[[ Material provided, beginning ]]
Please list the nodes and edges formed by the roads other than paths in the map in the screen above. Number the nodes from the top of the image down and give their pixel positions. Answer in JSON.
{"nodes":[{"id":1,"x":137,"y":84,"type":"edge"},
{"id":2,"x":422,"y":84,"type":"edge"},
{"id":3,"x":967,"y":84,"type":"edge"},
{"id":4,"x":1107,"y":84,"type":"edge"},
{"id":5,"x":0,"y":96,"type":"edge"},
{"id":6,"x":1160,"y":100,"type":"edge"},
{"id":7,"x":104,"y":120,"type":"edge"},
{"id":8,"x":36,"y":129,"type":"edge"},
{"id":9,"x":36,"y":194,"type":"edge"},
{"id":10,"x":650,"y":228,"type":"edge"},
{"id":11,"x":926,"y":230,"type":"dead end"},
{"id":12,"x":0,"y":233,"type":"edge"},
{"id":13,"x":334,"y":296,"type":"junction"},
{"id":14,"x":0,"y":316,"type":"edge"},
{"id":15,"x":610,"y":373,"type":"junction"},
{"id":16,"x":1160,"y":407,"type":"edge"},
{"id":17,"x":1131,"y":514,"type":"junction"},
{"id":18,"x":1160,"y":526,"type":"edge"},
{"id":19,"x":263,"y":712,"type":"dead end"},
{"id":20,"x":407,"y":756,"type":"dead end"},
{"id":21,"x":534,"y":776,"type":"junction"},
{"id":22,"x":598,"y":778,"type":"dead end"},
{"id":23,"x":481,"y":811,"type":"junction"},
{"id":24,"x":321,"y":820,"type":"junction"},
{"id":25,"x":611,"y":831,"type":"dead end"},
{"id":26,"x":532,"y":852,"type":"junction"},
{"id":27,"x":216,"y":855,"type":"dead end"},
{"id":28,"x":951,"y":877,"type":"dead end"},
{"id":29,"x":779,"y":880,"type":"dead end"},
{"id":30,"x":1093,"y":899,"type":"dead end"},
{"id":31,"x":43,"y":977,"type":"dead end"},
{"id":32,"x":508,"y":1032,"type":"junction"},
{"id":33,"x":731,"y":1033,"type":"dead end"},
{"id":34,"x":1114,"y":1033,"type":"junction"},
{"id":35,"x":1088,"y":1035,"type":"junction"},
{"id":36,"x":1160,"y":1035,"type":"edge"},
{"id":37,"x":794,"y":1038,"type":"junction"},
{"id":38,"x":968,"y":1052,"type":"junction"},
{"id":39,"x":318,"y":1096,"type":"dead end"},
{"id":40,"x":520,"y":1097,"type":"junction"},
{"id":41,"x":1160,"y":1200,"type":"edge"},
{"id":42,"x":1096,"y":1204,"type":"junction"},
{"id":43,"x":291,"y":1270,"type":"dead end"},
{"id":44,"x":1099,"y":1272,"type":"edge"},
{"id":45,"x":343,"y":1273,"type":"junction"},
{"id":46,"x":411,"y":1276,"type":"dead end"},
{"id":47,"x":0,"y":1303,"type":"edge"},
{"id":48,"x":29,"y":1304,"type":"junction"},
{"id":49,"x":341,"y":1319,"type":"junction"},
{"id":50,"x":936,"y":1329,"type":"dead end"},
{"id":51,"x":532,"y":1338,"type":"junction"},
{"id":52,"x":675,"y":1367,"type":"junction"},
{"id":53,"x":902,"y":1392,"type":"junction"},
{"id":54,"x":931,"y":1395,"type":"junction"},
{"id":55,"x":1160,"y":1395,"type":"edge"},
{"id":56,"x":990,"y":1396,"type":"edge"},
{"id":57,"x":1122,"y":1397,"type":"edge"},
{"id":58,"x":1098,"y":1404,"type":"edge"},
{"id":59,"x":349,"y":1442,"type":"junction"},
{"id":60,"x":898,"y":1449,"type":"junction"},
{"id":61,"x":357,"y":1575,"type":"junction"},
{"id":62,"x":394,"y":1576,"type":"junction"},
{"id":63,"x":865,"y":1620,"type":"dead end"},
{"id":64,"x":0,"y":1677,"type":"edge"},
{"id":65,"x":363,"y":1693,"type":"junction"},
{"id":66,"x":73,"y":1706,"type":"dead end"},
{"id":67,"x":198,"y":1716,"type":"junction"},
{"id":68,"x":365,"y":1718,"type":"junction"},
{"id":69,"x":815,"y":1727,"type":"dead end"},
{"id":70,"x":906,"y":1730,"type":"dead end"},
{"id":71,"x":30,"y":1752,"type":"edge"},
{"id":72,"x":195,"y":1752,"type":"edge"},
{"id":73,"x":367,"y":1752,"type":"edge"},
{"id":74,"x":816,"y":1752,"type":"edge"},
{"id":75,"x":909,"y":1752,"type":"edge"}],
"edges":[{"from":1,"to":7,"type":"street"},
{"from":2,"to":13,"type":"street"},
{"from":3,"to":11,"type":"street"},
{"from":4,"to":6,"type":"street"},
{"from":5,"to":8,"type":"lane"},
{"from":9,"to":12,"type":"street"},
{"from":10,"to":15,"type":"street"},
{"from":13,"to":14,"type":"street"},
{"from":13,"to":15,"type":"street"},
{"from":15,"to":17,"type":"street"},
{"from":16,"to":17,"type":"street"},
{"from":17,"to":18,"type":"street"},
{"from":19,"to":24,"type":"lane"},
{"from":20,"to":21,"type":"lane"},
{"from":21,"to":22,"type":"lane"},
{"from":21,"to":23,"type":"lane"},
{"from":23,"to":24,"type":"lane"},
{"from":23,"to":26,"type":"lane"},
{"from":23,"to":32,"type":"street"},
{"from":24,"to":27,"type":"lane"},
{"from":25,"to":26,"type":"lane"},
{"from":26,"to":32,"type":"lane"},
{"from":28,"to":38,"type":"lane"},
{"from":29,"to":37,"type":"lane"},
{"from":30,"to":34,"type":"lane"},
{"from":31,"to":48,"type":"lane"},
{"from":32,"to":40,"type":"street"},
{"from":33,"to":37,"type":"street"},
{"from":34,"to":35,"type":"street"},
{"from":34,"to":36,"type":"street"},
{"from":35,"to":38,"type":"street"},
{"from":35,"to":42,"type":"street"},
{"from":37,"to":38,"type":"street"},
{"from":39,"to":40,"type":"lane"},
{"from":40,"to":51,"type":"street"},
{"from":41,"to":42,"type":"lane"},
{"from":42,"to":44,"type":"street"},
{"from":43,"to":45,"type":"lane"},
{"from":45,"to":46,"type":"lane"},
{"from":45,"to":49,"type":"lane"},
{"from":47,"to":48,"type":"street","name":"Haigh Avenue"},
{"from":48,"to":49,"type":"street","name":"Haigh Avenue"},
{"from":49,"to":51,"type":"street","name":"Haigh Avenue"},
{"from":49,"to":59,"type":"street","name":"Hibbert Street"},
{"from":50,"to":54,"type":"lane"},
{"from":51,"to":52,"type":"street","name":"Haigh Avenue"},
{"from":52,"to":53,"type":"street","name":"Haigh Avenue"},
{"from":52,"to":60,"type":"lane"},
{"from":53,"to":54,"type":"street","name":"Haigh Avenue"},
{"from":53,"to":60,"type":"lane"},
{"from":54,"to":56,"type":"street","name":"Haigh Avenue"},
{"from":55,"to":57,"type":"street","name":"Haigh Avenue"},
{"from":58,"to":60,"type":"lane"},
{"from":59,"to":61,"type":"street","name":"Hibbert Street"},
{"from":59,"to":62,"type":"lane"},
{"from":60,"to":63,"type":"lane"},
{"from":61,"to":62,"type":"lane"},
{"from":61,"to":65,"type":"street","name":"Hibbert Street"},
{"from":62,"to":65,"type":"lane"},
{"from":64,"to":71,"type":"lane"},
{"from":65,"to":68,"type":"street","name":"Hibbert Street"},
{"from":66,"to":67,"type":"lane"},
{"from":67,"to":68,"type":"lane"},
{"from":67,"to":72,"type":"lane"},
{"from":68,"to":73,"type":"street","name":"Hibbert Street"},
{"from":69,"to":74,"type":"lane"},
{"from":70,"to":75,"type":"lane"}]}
[[ Material provided, end ]]
- [What you should do]:
Copy down every line of the entries containing the word "nodes".

- [Response to this task]:
Please list the nodes and edges formed by the roads other than paths in the map in the screen above. Number the nodes from the top of the image down and give their pixel positions. Answer in JSON.
{"nodes":[{"id":1,"x":137,"y":84,"type":"edge"},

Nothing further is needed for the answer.